Annual report pursuant to Section 13 and 15(d)


12 Months Ended
Dec. 31, 2021


Founder Shares

On January 26, 2021, the Sponsor purchased 5,750,000 shares (the “Founder Shares”) of the Company’s Class B common stock for an aggregate price of $25,000. On February 9, 2021, the Sponsor transferred 40,000 founder shares to each of the Company’s directors, the Company’s chief financial officer and the Company’s advisor, resulting in the Sponsor holding 5,510,000 founder shares. On April 13, 2021, the Sponsor transferred 28,000 shares to the Company’s chief operating officer, resulting in the Sponsor holding 5,482,000 founder shares. The fair value of the transferred shares totaled approximately $1.0 million and no expense was recorded as the shares vest upon the consummation of an initial business combination. The Founder Shares included an aggregate of up to 750,000 shares that were subject to forfeiture to the extent that the underwriters’ over- allotment was not exercised in full or in part, so that the number of Founder Shares would equal, on an as-converted basis, approximately 20% of the Company’s issued and outstanding common stock after the Initial Public Offering. As the underwriters’ over-allotment was exercised in full as part of the Initial Public Offering, none of the Founder Shares are subject to forfeiture.

Upon consummation of the Initial Public Offering, the Sponsor agreed to sell sponsor membership interests (the “Sponsor Membership Interests”) to certain investors (the “Anchor Investors”) in connection with the Anchor Investors’ participation in the Initial Public Offering. The number of Sponsor Membership Interests and in turn the underlying Founder Shares that the Anchor Investors were entitled to purchase of 1,437,500 from the Sponsor depended on the number of units the Anchor Investor purchased in the Initial Public Offering.
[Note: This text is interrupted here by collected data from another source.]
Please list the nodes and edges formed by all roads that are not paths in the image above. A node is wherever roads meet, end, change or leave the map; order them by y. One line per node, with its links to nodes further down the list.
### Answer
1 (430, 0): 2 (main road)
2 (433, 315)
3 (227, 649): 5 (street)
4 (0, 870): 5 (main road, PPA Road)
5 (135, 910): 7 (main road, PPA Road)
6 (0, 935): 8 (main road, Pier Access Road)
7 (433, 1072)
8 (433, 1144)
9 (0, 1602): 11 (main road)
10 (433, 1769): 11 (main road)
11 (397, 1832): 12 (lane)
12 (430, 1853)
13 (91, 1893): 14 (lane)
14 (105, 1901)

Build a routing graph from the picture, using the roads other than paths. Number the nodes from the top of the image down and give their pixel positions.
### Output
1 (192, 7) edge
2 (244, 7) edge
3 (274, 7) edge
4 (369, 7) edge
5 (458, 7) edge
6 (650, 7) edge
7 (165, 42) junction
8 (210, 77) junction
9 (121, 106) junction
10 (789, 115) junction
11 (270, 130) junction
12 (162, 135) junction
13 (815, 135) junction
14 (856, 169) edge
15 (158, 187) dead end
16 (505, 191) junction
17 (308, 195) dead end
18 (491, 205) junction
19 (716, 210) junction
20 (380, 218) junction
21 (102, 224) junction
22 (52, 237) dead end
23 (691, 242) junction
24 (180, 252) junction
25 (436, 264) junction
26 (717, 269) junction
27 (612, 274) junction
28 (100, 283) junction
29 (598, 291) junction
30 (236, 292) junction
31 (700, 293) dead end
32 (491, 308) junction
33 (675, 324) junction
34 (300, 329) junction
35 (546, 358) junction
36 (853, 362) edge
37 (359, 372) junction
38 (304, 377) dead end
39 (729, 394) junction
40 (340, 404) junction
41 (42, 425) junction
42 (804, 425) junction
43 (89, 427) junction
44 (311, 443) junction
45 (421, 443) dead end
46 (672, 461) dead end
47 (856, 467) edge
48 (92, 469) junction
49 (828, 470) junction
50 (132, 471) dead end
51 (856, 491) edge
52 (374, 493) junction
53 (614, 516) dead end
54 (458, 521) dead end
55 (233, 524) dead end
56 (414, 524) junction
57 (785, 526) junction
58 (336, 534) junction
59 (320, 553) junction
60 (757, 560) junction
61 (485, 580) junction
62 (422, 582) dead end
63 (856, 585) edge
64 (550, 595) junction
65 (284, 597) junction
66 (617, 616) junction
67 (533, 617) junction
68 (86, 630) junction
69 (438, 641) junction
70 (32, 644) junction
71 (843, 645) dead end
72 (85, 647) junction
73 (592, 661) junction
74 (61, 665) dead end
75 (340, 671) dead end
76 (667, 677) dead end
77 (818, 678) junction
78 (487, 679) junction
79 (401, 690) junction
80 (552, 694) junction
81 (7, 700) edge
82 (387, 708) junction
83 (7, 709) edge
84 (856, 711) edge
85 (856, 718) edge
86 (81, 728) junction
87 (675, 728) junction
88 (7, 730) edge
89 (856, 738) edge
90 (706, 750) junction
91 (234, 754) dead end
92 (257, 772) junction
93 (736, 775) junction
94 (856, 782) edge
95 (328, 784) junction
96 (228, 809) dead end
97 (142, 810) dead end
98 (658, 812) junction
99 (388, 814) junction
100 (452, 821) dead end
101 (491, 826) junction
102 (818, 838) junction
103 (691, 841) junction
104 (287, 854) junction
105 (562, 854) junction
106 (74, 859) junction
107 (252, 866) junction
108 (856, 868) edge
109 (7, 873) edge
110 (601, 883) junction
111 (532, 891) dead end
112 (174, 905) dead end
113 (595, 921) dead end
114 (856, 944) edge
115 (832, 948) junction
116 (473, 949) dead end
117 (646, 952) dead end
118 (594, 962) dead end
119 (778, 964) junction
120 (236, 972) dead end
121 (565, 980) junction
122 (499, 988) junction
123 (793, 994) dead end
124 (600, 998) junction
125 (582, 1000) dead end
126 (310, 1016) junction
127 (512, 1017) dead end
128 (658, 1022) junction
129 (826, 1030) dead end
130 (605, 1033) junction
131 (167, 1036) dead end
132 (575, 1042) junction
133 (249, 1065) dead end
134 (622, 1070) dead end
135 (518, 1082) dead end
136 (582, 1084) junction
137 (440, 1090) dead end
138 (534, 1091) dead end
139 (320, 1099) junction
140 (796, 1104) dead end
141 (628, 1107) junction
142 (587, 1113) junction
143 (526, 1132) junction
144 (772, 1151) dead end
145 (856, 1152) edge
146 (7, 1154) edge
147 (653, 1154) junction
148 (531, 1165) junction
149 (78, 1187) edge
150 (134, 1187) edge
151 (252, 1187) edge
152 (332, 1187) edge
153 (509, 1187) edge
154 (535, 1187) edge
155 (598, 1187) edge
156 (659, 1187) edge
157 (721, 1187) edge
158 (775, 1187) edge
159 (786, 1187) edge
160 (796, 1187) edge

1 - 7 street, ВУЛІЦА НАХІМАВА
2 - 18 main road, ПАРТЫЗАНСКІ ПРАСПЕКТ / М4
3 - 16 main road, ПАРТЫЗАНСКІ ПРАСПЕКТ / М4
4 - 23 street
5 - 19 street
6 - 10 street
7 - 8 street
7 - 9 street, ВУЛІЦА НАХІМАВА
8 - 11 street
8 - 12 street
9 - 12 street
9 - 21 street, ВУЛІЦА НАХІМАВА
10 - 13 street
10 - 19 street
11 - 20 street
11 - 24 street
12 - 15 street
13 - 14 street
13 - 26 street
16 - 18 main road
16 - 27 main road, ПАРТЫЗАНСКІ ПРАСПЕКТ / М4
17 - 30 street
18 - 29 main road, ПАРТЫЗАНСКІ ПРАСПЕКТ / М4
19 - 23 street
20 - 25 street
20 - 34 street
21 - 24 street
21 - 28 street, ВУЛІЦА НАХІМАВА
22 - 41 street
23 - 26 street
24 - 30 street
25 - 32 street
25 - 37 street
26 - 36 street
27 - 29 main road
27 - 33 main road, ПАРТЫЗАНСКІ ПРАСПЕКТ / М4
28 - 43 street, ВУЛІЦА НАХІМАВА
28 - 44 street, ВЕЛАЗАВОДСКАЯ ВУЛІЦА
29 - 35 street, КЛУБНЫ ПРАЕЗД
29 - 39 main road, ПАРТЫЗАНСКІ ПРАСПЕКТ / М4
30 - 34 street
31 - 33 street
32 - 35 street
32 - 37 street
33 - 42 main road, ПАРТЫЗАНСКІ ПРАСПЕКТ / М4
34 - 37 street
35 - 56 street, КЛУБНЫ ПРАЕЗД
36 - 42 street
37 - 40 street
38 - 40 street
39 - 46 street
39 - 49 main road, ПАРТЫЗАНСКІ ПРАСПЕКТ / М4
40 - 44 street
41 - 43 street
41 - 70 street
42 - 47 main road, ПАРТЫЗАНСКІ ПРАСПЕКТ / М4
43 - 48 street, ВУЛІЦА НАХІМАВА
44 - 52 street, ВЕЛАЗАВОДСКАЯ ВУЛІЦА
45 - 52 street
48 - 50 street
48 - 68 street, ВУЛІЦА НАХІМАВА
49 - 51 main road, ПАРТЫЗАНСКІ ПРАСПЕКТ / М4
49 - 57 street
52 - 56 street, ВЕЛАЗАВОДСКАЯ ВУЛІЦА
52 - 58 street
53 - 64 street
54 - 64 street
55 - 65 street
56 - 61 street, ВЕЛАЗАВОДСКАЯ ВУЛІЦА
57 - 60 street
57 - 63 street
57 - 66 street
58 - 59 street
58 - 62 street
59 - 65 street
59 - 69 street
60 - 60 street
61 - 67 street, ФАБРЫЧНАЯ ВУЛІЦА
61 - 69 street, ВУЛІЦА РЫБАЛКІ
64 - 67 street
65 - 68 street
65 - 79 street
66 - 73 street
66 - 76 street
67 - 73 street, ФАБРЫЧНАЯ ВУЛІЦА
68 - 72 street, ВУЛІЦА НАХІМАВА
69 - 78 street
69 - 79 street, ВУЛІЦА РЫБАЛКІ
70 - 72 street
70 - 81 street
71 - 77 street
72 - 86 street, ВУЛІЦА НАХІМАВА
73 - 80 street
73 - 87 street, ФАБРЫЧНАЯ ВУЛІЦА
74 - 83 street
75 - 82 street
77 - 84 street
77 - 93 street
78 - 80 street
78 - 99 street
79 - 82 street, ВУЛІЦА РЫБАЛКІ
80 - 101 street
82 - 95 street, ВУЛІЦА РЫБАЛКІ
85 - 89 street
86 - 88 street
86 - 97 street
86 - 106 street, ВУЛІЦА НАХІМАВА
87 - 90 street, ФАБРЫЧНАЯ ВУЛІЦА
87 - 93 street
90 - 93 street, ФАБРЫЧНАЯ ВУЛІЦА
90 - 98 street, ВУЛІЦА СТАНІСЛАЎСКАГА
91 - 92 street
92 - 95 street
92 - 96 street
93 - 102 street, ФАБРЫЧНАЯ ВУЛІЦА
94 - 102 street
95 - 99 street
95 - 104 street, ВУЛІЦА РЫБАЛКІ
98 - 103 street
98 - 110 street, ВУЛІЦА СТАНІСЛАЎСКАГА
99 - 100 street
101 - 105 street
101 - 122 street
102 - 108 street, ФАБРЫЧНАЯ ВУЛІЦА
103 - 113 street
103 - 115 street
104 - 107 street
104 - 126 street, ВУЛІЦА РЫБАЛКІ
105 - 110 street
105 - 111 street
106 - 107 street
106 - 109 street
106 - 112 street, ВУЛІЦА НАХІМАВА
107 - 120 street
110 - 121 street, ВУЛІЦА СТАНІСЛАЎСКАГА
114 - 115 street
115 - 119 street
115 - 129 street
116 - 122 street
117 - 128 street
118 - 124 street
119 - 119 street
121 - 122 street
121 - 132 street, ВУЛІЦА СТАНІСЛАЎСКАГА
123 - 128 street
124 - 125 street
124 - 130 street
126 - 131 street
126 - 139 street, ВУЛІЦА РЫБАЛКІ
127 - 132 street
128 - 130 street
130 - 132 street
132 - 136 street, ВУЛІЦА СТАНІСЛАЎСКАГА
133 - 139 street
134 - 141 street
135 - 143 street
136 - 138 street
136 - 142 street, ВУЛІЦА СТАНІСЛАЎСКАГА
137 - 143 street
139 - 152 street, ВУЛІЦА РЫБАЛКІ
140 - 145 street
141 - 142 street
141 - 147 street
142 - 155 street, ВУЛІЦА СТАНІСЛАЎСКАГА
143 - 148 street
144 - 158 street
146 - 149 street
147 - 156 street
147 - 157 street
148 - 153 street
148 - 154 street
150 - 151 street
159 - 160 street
The Company accounted for the excess ($5,304,375) of fair value over the purchase price as an offering cost with an offset to additional paid-in capital.

The Sponsor has agreed, subject to limited exceptions, not to transfer, assign or sell any of the Founder Shares until the earlier to occur of: (A) one year after the completion of a business combination and (A)subsequent to a business combination, (x) if the closing price of the Class A common stock equals or exceeds $12.00 per share (as adjusted for stock splits, stock capitalizations, reorganizations, recapitalizations and the like) for any 20 trading days within any 30-trading day period commencing at least after a business combination, or (y) the date on which the Company completes a liquidation, merger, consolidation capital stock exchange or other similar transaction that results in all of the Public Stockholders having the right to exchange their shares of common stock for cash, securities or other property.

Administrative Services Agreement

The Company entered into an agreement, commencing on the effective date of the Initial Public Offering, to pay GLC Advisors & Co., LLC (“GLC”) or an affiliate of GLC a total of $10,000 per month for office space, secretarial and administrative support. Upon completion of the business combination or the Company’s liquidation, the Company will cease paying these monthly fees. For the period ended December 31, 2021 the Company incurred and accrued $20,000 of such fees.

Promissory Notes — Related Party

On January 26, 2021, the Sponsor issued an unsecured promissory note to the Company (the “Promissory Note”), pursuant to which the Company may borrow up to an aggregate principal amount of $750,000. The Promissory Note bears interest at 0.14% per annum and is payable on the earlier of (i) December 31, 2021 or (ii) the consummation of the Initial Public Offering. The Promissory Note was fully repaid in connection with the Initial Public Offering in October 2021.

Related Party Loans

In order to finance transaction costs in connection with a business combination, the Sponsor or an affiliate of the Sponsor, or certain of the Company’s officers and directors may, but are not obligated to, loan the Company funds as may be required (“Working Capital Loans”). If the Company completes a business combination, the Company would repay the Working Capital Loans out of the proceeds of the Trust Account released to the Company. Otherwise, the Working Capital Loans would be repaid only out of funds held outside the Trust Account. In the event that a business combination does not close, the Company may use a portion of proceeds held outside the Trust Account to repay the Working Capital Loans, but no proceeds held in the Trust Account would be used to repay the Working Capital Loans. Except for the foregoing, the terms of such Working Capital Loans, if any, have not been determined and no

written agreements exist with respect to such loans. The Working Capital Loans would either be repaid upon consummation of a business combination, without interest, or, at the lender’s discretion, up to $1,500,000 of such Working Capital Loans may be convertible into warrants of the post-business combination entity at a price of $1.00 per warrant. The warrants would be identical to the Private Placement Warrants. As of December 31, 2021 the Company had no borrowings under the Working Capital Loans.